Me pareció agradable y simpático el tuteo y esa aguda sabiduría que florecía en un jubilado que andaría ya cerca de su octava década vital. Le di las gracias por su amena locuacidad, asegurándole que haría lo posible para que nos volviéramos a encontrar y poder seguir charlando y conociéndonos mejor. Con una amplia sonrisa quiso aclararme que estaba por la zona casi todos los días, pues le gustaba disfrutar con el agradable calor del sol y si podía “echaba un ratito” con las personas amables que por allí pasaban.

Aquella tarde de enero, mientras trabajaba en casa con el ordenador, sentí unos sonidos en el techo, en principios con leve acústica, intensidad que se fue incrementando por momentos. Incluso tuve que encender la luz, pues los nubarrones aceleraban la llegada de la noche. Esa primera llovizna, a modo de “chirimiri” se hizo más intensa, pues los goterones percutían en armonía con el sonido del teclado. Comprobé la hora y marcaba las 17.15. Me acordé naturalmente de Simón y de ese simpático encuentro junto al mar que habíamos tenido en una mañana resplandeciente de sol. Me prometí intentar verle en los próximos días, para felicitarle por sus acertadas previsiones.

Así se inició una sencilla amistad, que se fortalecía una o dos veces a la semana, cuando me lo encontraba allá en su banco de piedra junto a un chiringuito del marítimo, viendo a la gente pasar.  Tras una recíproca sonrisa, siempre había algún tema para disfrutar y Simón me iba desvelando algunos datos o vivencias de su persona, información que yo atendía con atención y respeto, pues valoraba su franqueza y confianza de trato. Obviamente se sentía feliz y agradecido por la dedicación (entre quince y treinta minutos) que yo le prestaba. Mi locuaz interlocutor había sido pescador, aunque en determinados periodos de su tiempo había también trabajado como peón agrícola y “en lo que saliera”. Estas actividades (era evidente) le habían aportado muchos y útiles conocimientos que, como él repetía, no los había adquirido en la escuela, en la que parece no permaneció mucho tiempo. Desde luego no había encuentro en el que Simón no me impresionara con sus “fáciles” e ingeniosas soluciones.

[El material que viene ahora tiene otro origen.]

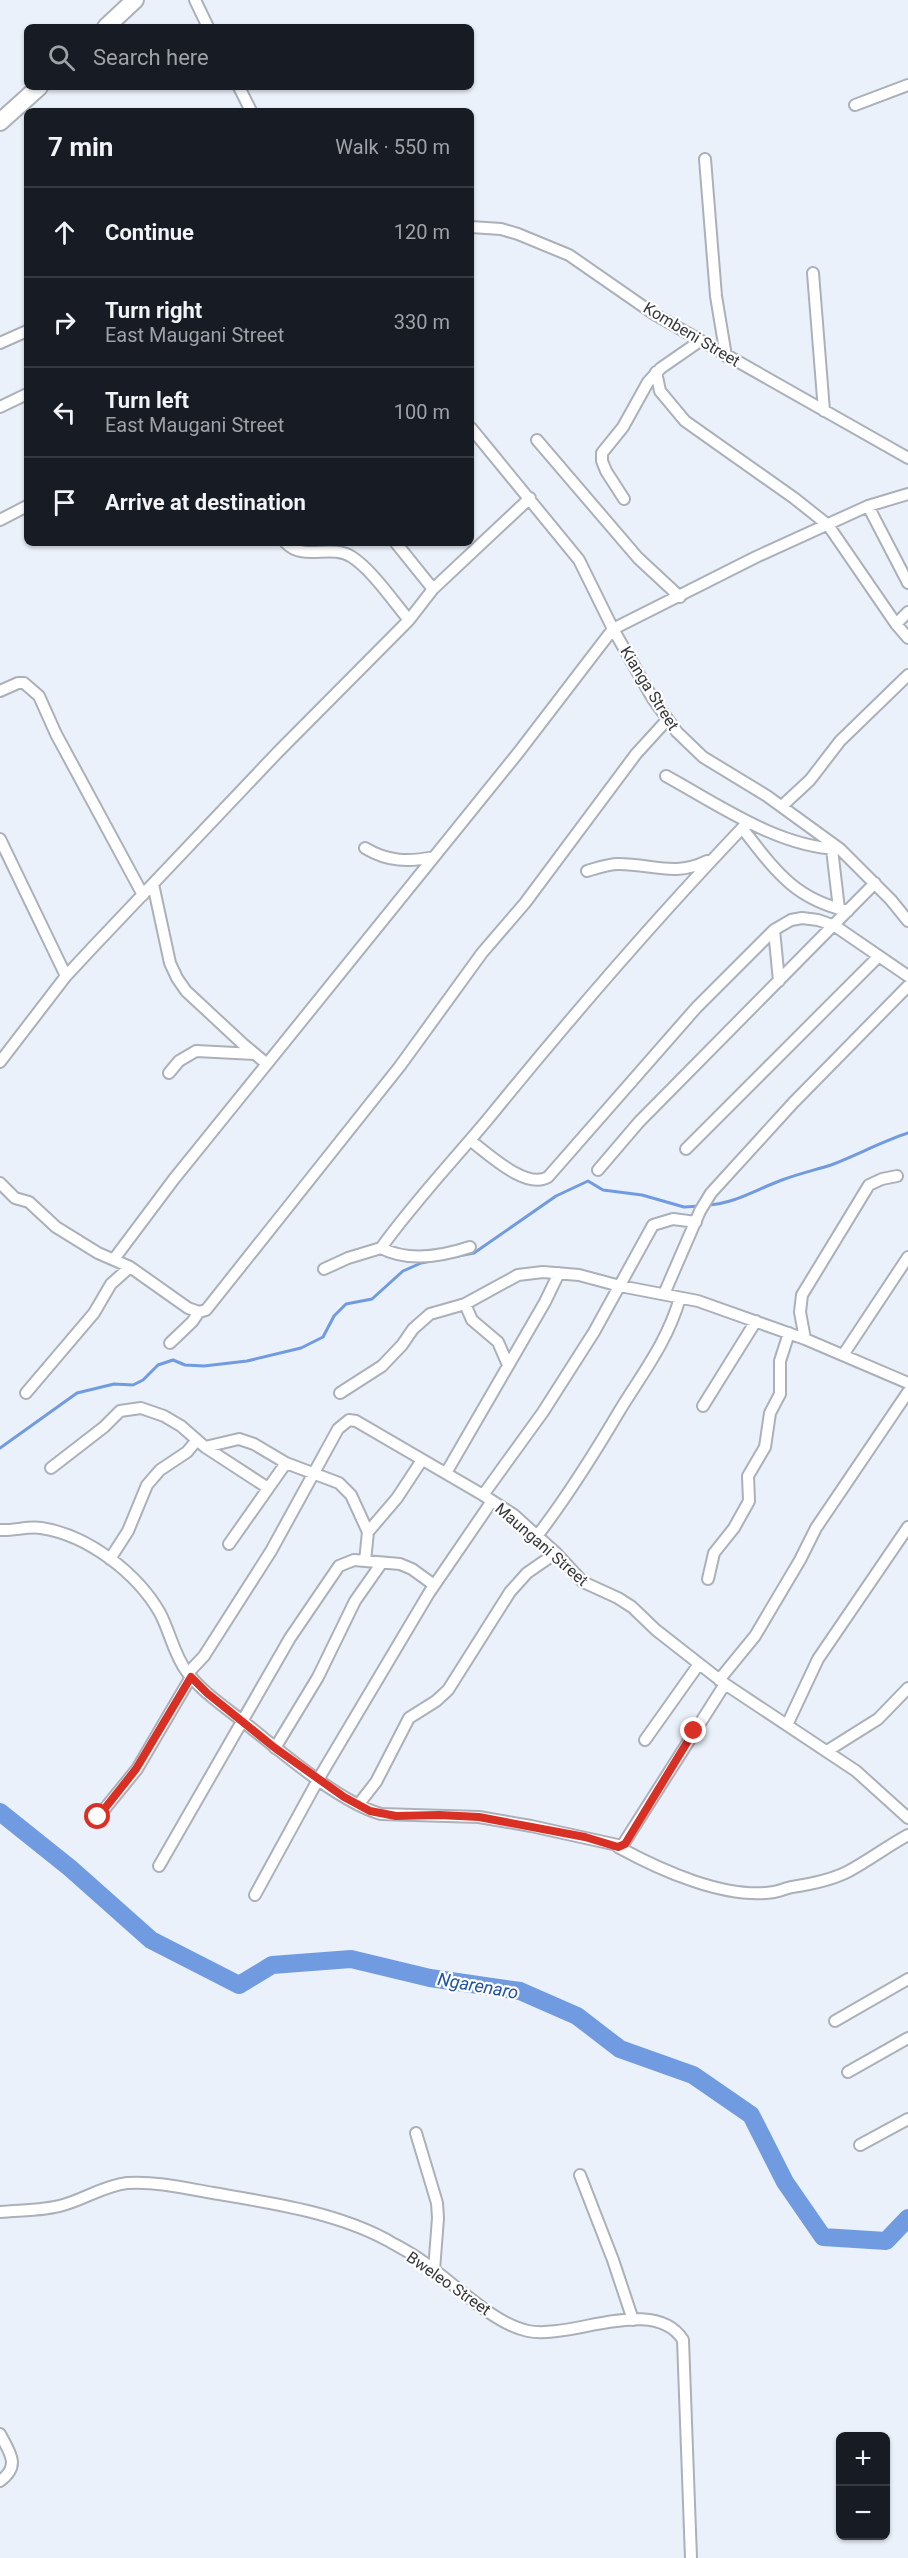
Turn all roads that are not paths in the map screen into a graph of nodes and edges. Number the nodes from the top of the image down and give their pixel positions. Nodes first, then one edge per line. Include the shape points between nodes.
1 (135, 0) edge
2 (195, 0) edge
3 (109, 24) edge
4 (207, 24) edge
5 (908, 85) edge
6 (36, 90) edge
7 (240, 90) edge
8 (855, 105) dead end
9 (250, 108) edge
10 (0, 122) edge
11 (705, 159) dead end
12 (474, 227) edge
13 (813, 273) dead end
14 (24, 332) edge
15 (700, 342) junction
16 (0, 343) edge
17 (726, 356) junction
18 (657, 372) junction
19 (24, 395) edge
20 (0, 407) edge
21 (824, 411) junction
22 (474, 432) edge
23 (537, 440) dead end
24 (908, 459) edge
25 (908, 494) edge
26 (530, 498) junction
27 (624, 499) dead end
28 (868, 506) junction
29 (24, 508) edge
30 (0, 520) edge
31 (828, 525) junction
32 (288, 546) edge
33 (398, 546) edge
34 (908, 583) edge
35 (433, 589) junction
36 (680, 597) junction
37 (908, 612) edge
38 (409, 620) junction
39 (896, 624) junction
40 (613, 629) junction
41 (908, 638) edge
42 (908, 675) edge
43 (0, 692) edge
44 (668, 720) junction
45 (666, 776) dead end
46 (782, 806) junction
47 (745, 825) junction
48 (0, 839) edge
49 (365, 848) dead end
50 (836, 849) junction
51 (434, 857) junction
52 (713, 859) junction
53 (586, 871) dead end
54 (875, 883) junction
55 (153, 884) junction
56 (143, 895) junction
57 (844, 910) junction
58 (908, 921) edge
59 (835, 926) junction
60 (774, 930) junction
61 (879, 956) junction
62 (66, 976) junction
63 (908, 976) edge
64 (779, 981) junction
65 (908, 986) edge
66 (255, 1054) junction
67 (0, 1062) edge
68 (267, 1064) junction
69 (169, 1073) dead end
70 (470, 1140) junction
71 (686, 1149) dead end
72 (598, 1170) dead end
73 (897, 1176) dead end
74 (0, 1183) edge
75 (696, 1222) junction
76 (470, 1247) dead end
77 (381, 1248) junction
78 (114, 1259) junction
79 (907, 1259) edge
80 (130, 1267) junction
81 (324, 1269) dead end
82 (559, 1273) junction
83 (620, 1286) junction
84 (664, 1294) junction
85 (680, 1298) junction
86 (465, 1304) junction
87 (199, 1312) junction
88 (756, 1321) junction
89 (789, 1333) junction
90 (805, 1339) junction
91 (171, 1343) dead end
92 (843, 1355) junction
93 (508, 1365) junction
94 (908, 1383) edge
95 (340, 1392) dead end
96 (908, 1392) edge
97 (26, 1393) dead end
98 (703, 1406) dead end
99 (201, 1443) junction
100 (422, 1460) junction
101 (285, 1463) junction
102 (51, 1468) dead end
103 (446, 1473) junction
104 (315, 1474) junction
105 (268, 1488) junction
106 (488, 1498) junction
107 (908, 1527) edge
108 (0, 1530) edge
109 (368, 1532) junction
110 (537, 1536) junction
111 (229, 1544) dead end
112 (556, 1553) junction
113 (110, 1559) junction
114 (365, 1561) junction
115 (381, 1564) junction
116 (708, 1579) dead end
117 (434, 1585) junction
118 (699, 1664) junction
119 (190, 1675) junction
120 (722, 1682) junction
121 (908, 1688) edge
122 (243, 1722) junction
123 (787, 1725) junction
124 (645, 1740) dead end
125 (275, 1748) junction
126 (827, 1751) junction
127 (319, 1778) junction
128 (358, 1805) junction
129 (98, 1817) dead end
130 (908, 1818) edge
131 (908, 1835) edge
132 (618, 1847) junction
133 (159, 1866) dead end
134 (255, 1895) dead end
135 (908, 1979) edge
136 (836, 2021) dead end
137 (908, 2038) edge
138 (848, 2072) dead end
139 (908, 2119) edge
140 (416, 2133) dead end
141 (860, 2145) dead end
142 (580, 2175) dead end
143 (0, 2212) edge
144 (434, 2270) junction
145 (633, 2320) junction
146 (0, 2434) edge
147 (0, 2481) edge
148 (691, 2558) edge

1 - 3 main road
2 - 4 street
5 - 8 street
6 - 10 main road
7 - 9 street
11 - 17 street via 716,296
12 - 15 street, Kombeni Street via 509,231 569,255
13 - 21 street
14 - 16 street
15 - 17 street, Kombeni Street
15 - 18 street
17 - 21 street, Kombeni Street
18 - 27 street via 602,453 606,471
18 - 31 street via 660,391 685,421
19 - 20 street
21 - 24 street, Kombeni Street
22 - 26 street, Kianga Street
23 - 36 street via 638,558
25 - 28 street
26 - 35 street
26 - 40 street, Kianga Street via 579,560
28 - 31 street
28 - 34 street
29 - 30 street
31 - 36 street
31 - 39 street
32 - 38 street via 303,553 334,551 351,556
33 - 35 street
35 - 38 street
36 - 40 street
37 - 39 street
38 - 55 street
39 - 41 street
40 - 44 street, Kianga Street
40 - 51 street
42 - 46 street via 840,741 810,780
43 - 56 street via 24,683 39,696
44 - 46 street, Kianga Street via 702,757
44 - 87 street via 636,754 393,1075 212,1305
45 - 47 street
46 - 50 street, Kianga Street
47 - 50 street via 807,846
47 - 52 street
47 - 57 street via 796,890 818,903
48 - 62 street
49 - 51 street via 404,861
50 - 54 street, Kianga Street
50 - 57 street
51 - 68 street
52 - 53 street via 696,867 668,870 620,864
52 - 70 street via 619,962
54 - 57 street
54 - 58 street, Kianga Street
55 - 56 street
55 - 66 street via 170,963 177,978 186,991
56 - 62 street
57 - 59 street
59 - 60 street via 802,918
59 - 61 street
59 - 64 street
60 - 64 street
60 - 70 street via 696,1008 548,1177 539,1181 524,1177 504,1167
61 - 63 street
61 - 71 street
62 - 67 street
64 - 72 street via 639,1122
65 - 75 street via 711,1193
66 - 68 street
66 - 69 street via 196,1051 178,1061
68 - 78 street
70 - 77 street
73 - 90 street via 869,1185 802,1295 800,1312
74 - 78 street via 56,1227
75 - 83 street via 673,1219 652,1225
75 - 84 street
76 - 77 street via 423,1256 393,1254
77 - 81 street
78 - 80 street
79 - 92 street
80 - 87 street
80 - 97 street via 111,1284 94,1313
82 - 83 street
82 - 86 street via 518,1275
82 - 93 street
83 - 84 street
83 - 106 street
84 - 85 street
85 - 88 street
85 - 110 street via 660,1347 594,1457
86 - 93 street via 472,1320 498,1342
86 - 95 street via 430,1314 382,1366
87 - 91 street
88 - 89 street
88 - 98 street
89 - 90 street
89 - 116 street via 780,1361 780,1394 770,1413 765,1447 748,1476 749,1501 714,1554
90 - 92 street
92 - 94 street
93 - 103 street
96 - 120 street via 816,1528 754,1636
99 - 101 street via 215,1446 239,1439
99 - 102 street via 164,1416 127,1408
99 - 105 street
99 - 113 street via 160,1470 147,1485 128,1531
100 - 103 street, Maungani Street
100 - 104 street, Maungani Street via 361,1423 349,1420 338,1429
100 - 109 street
101 - 104 street
101 - 105 street
103 - 106 street, Maungani Street
104 - 109 street via 345,1487
104 - 119 street, Maungani Street via 246,1591
105 - 111 street
106 - 110 street, Maungani Street
106 - 117 street
107 - 123 street via 819,1659
108 - 113 street via 38,1527 55,1531 74,1537
109 - 114 street
110 - 112 street, Maungani Street
112 - 118 street, Maungani Street via 583,1582 632,1607
112 - 128 street via 527,1573 510,1592 448,1690 409,1718 376,1782
113 - 119 street via 152,1600
114 - 115 street
114 - 122 street via 339,1566 290,1638
115 - 117 street via 400,1564
115 - 125 street via 355,1601 318,1677
117 - 127 street
118 - 120 street, Maungani Street
118 - 124 street
119 - 122 street
119 - 129 street, Maungani Street via 136,1769
120 - 123 street, Maungani Street
120 - 132 street via 625,1844
121 - 126 street via 878,1719
122 - 125 street
122 - 133 street
123 - 126 street, Maungani Street
125 - 127 street
126 - 130 street, Maungani Street via 856,1771
127 - 128 street
127 - 134 street
128 - 132 street via 396,1816 458,1815 499,1820
131 - 132 street via 849,1871 818,1883 775,1892 708,1887
135 - 136 street
137 - 138 street
139 - 141 street
140 - 144 street via 437,2203
142 - 145 street
143 - 144 street, Bweleo Street via 60,2206 114,2185 182,2187 351,2224
144 - 145 street, Bweleo Street via 497,2317 528,2331
145 - 148 street, Bweleo Street via 669,2325 683,2340
146 - 147 street via 13,2463 11,2471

En una ocasión le comenté que estaba soportando una lumbalgia, probablemente debido a un esfuerzo inadecuado que habría realizado. Ante su pregunta que como me la estaba curando, le expliqué que con un antiinflamatorio de la farmacia, el conocido “Voltarén” medicina que me ayudaba a reducir las molestias, aunque su ingesta a muchas personas también le provocaba molestias estomacales. Como siempre solía hacer, esbozaba una pícara sonrisa, aportando de inmediato su solución y remedio.

“Amigo, déjate de “potingues”, que las mejores medecinas (sic) están en las hierbas y flores del campo. Pásate por la zona del Limonero, la del pantano. Allí abundan unas florecillas lilas, que debes recoger. Ya en casa, las cueces un rato con agua. Te tomas unos sorbos antes de irte a la cama (puedes echarle una “mijita” de azúcar si te amargan) y con el liquido sobrante te das unas friegas con alcohol por la zona donde te duela. En tres o cuatro días, ya no te molestará la cintura. 

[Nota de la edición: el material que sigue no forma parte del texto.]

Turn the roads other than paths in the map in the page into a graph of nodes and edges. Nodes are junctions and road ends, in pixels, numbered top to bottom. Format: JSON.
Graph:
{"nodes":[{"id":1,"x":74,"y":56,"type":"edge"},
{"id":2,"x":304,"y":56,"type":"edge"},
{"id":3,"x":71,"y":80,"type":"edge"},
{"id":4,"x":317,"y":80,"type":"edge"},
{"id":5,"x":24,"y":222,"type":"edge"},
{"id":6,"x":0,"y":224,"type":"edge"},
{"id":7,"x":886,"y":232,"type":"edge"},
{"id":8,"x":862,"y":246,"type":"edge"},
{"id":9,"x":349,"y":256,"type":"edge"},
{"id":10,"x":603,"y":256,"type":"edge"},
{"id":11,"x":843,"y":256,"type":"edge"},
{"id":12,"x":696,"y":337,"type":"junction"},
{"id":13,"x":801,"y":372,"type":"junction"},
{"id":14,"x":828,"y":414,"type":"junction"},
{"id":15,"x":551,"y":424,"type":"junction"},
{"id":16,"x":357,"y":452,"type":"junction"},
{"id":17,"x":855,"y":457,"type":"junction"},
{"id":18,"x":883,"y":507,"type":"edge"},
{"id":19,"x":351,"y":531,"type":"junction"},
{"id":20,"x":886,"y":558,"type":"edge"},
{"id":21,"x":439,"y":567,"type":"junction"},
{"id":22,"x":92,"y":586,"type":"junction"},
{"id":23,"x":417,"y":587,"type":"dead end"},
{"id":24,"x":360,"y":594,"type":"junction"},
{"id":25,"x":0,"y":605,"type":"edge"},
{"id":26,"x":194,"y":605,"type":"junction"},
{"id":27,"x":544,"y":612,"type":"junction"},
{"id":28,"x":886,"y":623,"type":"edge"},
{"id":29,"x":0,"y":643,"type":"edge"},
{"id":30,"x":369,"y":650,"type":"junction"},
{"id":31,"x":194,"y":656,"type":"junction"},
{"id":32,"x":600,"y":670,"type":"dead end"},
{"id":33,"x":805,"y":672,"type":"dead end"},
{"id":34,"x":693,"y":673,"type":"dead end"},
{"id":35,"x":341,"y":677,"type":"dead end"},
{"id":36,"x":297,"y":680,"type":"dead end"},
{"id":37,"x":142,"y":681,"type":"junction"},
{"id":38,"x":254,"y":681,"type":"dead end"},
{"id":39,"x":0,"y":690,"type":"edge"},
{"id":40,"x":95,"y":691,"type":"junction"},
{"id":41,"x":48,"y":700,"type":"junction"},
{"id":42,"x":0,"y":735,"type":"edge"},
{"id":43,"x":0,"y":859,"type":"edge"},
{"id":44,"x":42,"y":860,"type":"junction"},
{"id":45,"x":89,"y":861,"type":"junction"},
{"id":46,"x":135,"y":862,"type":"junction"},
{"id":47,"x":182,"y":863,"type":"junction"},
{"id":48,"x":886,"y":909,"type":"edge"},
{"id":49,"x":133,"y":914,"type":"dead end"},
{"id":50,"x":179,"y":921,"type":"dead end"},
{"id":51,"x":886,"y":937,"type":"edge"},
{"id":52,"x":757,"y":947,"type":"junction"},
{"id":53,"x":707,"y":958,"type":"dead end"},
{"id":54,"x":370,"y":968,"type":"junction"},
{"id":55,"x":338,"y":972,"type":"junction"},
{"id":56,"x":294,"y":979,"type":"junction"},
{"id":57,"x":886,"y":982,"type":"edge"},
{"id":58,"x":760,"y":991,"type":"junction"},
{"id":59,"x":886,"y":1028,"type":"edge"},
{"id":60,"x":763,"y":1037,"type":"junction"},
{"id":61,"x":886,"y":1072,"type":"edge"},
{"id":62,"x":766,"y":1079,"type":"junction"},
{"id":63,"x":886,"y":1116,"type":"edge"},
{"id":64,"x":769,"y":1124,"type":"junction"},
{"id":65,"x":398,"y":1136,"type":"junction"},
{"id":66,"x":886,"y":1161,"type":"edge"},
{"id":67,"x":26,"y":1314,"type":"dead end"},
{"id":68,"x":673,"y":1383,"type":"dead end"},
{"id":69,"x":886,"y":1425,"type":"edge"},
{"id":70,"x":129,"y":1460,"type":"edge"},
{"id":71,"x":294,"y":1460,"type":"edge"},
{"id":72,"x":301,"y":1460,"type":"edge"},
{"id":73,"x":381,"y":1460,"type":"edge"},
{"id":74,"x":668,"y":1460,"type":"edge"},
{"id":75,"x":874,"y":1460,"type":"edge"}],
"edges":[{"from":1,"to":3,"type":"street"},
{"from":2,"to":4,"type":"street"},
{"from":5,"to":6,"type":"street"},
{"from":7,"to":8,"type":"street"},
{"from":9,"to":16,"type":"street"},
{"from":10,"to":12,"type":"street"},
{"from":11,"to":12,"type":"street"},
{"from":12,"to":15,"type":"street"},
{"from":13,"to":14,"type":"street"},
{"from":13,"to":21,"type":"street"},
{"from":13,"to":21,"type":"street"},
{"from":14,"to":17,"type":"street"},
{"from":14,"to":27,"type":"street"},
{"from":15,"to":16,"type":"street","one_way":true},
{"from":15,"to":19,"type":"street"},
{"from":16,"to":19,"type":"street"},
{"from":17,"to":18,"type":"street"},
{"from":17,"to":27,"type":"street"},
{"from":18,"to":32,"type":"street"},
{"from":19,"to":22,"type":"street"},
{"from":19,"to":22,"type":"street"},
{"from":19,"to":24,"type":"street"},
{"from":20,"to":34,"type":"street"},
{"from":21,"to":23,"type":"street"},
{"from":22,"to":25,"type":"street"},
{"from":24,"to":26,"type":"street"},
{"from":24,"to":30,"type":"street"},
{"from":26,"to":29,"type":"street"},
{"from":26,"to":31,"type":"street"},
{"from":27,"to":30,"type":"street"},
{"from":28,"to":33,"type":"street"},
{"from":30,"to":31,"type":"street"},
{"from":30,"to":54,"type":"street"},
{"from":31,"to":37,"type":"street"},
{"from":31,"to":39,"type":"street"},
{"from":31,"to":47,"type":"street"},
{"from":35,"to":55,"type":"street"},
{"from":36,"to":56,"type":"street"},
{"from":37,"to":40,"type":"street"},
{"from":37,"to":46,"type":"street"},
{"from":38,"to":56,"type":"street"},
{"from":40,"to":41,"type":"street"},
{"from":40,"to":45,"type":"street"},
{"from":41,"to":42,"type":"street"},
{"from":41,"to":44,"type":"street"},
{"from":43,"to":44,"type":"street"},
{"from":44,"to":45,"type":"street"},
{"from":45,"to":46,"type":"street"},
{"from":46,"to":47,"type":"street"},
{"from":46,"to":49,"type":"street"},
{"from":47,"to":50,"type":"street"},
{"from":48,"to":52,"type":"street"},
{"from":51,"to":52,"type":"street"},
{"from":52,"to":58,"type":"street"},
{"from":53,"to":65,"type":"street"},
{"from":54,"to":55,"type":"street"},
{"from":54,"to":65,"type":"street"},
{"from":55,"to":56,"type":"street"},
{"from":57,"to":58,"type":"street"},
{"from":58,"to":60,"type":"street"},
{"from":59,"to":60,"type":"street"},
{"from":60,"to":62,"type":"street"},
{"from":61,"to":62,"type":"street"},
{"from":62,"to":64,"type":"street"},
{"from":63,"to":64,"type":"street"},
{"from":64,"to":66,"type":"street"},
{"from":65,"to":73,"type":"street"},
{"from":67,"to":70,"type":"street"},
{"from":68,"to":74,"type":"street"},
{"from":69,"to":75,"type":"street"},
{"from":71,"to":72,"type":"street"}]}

Ya sabes que no he estudiado para ser especialista en plantas, pero entiendo mucho de las  hierbas que tenemos en los campos. Cuando trabajaba en las siembras, arados y recolectas, aprendía mucho de todo lo que me contaban los cabreros, los pastores y los cazadores, esa gente del campo que me iba encontrando por los caminos. También se aprende bastante probando y probando, como dicen los señores investigadores. Con el tiempo vas distinguiendo los beneficios de unas plantas sobre otras y los beneficios que nos dan para las dolencias del cuerpo. Yo tengo remedios naturales para curar las fiebres, el vientre suelto, el moqueo, las lombrices, los dolores de las almorranas, las ventosidades, la orina suelta, el mal dormir, el corazón cansado, los granos y hasta las callosidades. También para los eczemas de la piel y otros muchos problemas que molestan al cuerpo”.  

Y así íbamos compartiendo con agrado los minutos, un ratito cada semana. Incluso logré que abandonara por unos instantes su “patrimonio” pétreo, donde tomaba asiento y en el que parece permanecía durante horas, a fin de que me aceptara algún café o bebida fresca para la sed, en ese chiringuito próximo “El Trasmallo”. Quiso explicarme el sobrenombre de “el flaco” mote que según él le pusieron de joven y que siempre mantenía con orgullo

“¿Sabes por qué no engordo? Porque cada día, antes de comer, suelo tomarme una berza de plantas que yo conozco, líquido que me reduce mucho el apetito, pero que me da esas “´vetamenas¨ necesarias para estar bien fuerte. Y eso que ya no cumplo los 81 y aquí sigo para disfrutar del sol, de esa jarra de tinto de la que no me privo y cuando era más joven … de las buenas mozas, que bien gozaban de mi compaña y mejor hacer en el trato. Ya me entiendes. Como está mandado”.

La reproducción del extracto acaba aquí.